ACUTE KIDNEY INJURY FOLLOWING EXPLORATORY LAPAROTOMY AND TEMPORARY ABDOMINAL CLOSURE

作者:Loftus Tyler J; Bihorac Azra; Ozrazgat Baslanti Tezcan; Jordan Janeen R; Croft Chasen A; Smith Robert Stephen; Efron Philip A; Moore Frederick A; Mohr Alicia M; Brakenridge Scott C*
来源:Shock, 2017, 48(1): 5-10.
DOI:10.1097/SHK.0000000000000825

摘要

Background: Acute kidney injury (AKI) following exploratory laparotomy and temporary abdominal closure (TAC) is poorly understood but clinically significant.
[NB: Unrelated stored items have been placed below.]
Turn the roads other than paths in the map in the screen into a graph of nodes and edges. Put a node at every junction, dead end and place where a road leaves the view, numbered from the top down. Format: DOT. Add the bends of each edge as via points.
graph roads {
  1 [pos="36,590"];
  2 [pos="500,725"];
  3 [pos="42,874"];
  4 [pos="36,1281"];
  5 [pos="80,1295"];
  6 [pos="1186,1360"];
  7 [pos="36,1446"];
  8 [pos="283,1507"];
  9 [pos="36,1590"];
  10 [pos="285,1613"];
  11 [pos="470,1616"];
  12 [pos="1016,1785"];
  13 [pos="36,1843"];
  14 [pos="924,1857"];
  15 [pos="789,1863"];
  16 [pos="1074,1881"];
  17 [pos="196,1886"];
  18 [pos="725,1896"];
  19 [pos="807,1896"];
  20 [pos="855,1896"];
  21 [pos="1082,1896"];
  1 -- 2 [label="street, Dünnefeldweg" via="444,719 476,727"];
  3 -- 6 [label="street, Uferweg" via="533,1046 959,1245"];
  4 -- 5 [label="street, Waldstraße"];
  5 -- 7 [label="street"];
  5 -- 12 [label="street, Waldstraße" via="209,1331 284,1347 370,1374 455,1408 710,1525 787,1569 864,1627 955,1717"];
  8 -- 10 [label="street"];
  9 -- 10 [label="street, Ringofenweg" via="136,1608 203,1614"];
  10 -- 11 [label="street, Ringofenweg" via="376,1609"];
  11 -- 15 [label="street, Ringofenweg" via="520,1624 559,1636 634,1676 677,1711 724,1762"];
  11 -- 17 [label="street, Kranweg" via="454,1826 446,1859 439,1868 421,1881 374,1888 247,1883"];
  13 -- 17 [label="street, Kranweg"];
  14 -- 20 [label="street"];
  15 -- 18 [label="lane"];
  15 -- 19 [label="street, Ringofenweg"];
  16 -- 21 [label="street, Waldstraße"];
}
We hypothesized that the prevalence of AKI would be highest 96 h following TAC, early hypoxemia would predict AKI, and that AKI would be an independent predictor of mortality. Methods: We performed a retrospective analysis of 251 acute care surgery patients managed with TAC by negative pressure wound therapy (NPWT). Kidney Disease: Improving Global Outcomes AKI stages were assessed on admission, initial TAC, and following TAC at 48 h, 96 h, and 7 d. Multivariate regression was performed to identify risk factors for AKI and inpatient mortality. Results: Fifty-seven percent of all patients developed AKI within 7 days of laparotomy (stage 1: 14%, 2: 21%, 3: 22%). The prevalence of AKI peaked 48 h following TAC, and stage correlated with inpatient mortality (stage 0: 7%, 1: 13%, 2: 19%, 3: 37%, P < 0.001). Overall mortality was 14%. Factors predictive of stage 2 or 3 AKI at 48 h included age >65 years (OR 2.6 [ 95% CI 1.4-4.9]), NPWT output >30 mL/h from first TAC to 48 h (2.0 [1.1-3.9]), and three parameters at initial laparotomy: mean arterial pressure <60 mm Hg (2.9 [1.0-8.5]), temperature <36 degrees C (2.1 [1.1-3.8]), and anion gap >21 mEq/L (1.9 [1.0-3.7]). AKI was an independent predictor of inpatient mortality (5.5 [2.5-11.8]). Conclusions: AKI is common following TAC, reaches greatest prevalence 48 h after initial laparotomy, and is associated with increased mortality. NPWT fluid loss is a risk factor for AKI that is unique to TAC patients.